[Opening Records for the task section]

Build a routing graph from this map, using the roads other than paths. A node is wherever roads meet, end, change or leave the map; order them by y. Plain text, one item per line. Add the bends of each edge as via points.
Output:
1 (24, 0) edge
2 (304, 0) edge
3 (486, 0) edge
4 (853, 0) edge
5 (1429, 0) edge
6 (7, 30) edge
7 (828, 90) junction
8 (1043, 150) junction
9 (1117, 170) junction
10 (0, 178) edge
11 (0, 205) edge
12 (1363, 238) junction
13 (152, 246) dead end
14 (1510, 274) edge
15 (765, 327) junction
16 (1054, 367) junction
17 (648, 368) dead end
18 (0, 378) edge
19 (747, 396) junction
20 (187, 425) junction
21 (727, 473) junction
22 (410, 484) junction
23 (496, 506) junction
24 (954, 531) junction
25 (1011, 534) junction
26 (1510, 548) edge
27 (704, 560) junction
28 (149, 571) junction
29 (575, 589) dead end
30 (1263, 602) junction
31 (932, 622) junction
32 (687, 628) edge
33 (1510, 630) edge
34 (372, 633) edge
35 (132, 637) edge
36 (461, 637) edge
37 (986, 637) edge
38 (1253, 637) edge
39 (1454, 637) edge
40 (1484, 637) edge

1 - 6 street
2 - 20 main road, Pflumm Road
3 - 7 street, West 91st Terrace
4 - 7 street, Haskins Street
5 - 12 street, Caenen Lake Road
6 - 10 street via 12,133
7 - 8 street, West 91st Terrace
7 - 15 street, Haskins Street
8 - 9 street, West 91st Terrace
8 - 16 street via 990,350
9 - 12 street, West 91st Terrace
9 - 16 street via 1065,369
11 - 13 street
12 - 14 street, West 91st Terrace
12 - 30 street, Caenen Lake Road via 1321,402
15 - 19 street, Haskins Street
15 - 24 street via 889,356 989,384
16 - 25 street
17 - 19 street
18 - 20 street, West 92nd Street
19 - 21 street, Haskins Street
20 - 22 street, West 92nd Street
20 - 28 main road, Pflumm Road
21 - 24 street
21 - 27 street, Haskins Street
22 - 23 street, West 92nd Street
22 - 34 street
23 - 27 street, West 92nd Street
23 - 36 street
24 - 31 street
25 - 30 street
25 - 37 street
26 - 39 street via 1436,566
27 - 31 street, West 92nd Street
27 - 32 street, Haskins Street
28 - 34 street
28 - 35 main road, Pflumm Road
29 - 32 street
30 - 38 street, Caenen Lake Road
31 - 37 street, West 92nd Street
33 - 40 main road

[Closing Records for the task section]

(Goal of the exercise): Keep the wording exact. Give all of the records again.

(Answer below):
Build a routing graph from this map, using the roads other than paths. A node is wherever roads meet, end, change or leave the map; order them by y. Plain text, one item per line. Add the bends of each edge as via points.
Output:
1 (24, 0) edge
2 (304, 0) edge
3 (486, 0) edge
4 (853, 0) edge
5 (1429, 0) edge
6 (7, 30) edge
7 (828, 90) junction
8 (1043, 150) junction
9 (1117, 170) junction
10 (0, 178) edge
11 (0, 205) edge
12 (1363, 238) junction
13 (152, 246) dead end
14 (1510, 274) edge
15 (765, 327) junction
16 (1054, 367) junction
17 (648, 368) dead end
18 (0, 378) edge
19 (747, 396) junction
20 (187, 425) junction
21 (727, 473) junction
22 (410, 484) junction
23 (496, 506) junction
24 (954, 531) junction
25 (1011, 534) junction
26 (1510, 548) edge
27 (704, 560) junction
28 (149, 571) junction
29 (575, 589) dead end
30 (1263, 602) junction
31 (932, 622) junction
32 (687, 628) edge
33 (1510, 630) edge
34 (372, 633) edge
35 (132, 637) edge
36 (461, 637) edge
37 (986, 637) edge
38 (1253, 637) edge
39 (1454, 637) edge
40 (1484, 637) edge

1 - 6 street
2 - 20 main road, Pflumm Road
3 - 7 street, West 91st Terrace
4 - 7 street, Haskins Street
5 - 12 street, Caenen Lake Road
6 - 10 street via 12,133
7 - 8 street, West 91st Terrace
7 - 15 street, Haskins Street
8 - 9 street, West 91st Terrace
8 - 16 street via 990,350
9 - 12 street, West 91st Terrace
9 - 16 street via 1065,369
11 - 13 street
12 - 14 street, West 91st Terrace
12 - 30 street, Caenen Lake Road via 1321,402
15 - 19 street, Haskins Street
15 - 24 street via 889,356 989,384
16 - 25 street
17 - 19 street
18 - 20 street, West 92nd Street
19 - 21 street, Haskins Street
20 - 22 street, West 92nd Street
20 - 28 main road, Pflumm Road
21 - 24 street
21 - 27 street, Haskins Street
22 - 23 street, West 92nd Street
22 - 34 street
23 - 27 street, West 92nd Street
23 - 36 street
24 - 31 street
25 - 30 street
25 - 37 street
26 - 39 street via 1436,566
27 - 31 street, West 92nd Street
27 - 32 street, Haskins Street
28 - 34 street
28 - 35 main road, Pflumm Road
29 - 32 street
30 - 38 street, Caenen Lake Road
31 - 37 street, West 92nd Street
33 - 40 main road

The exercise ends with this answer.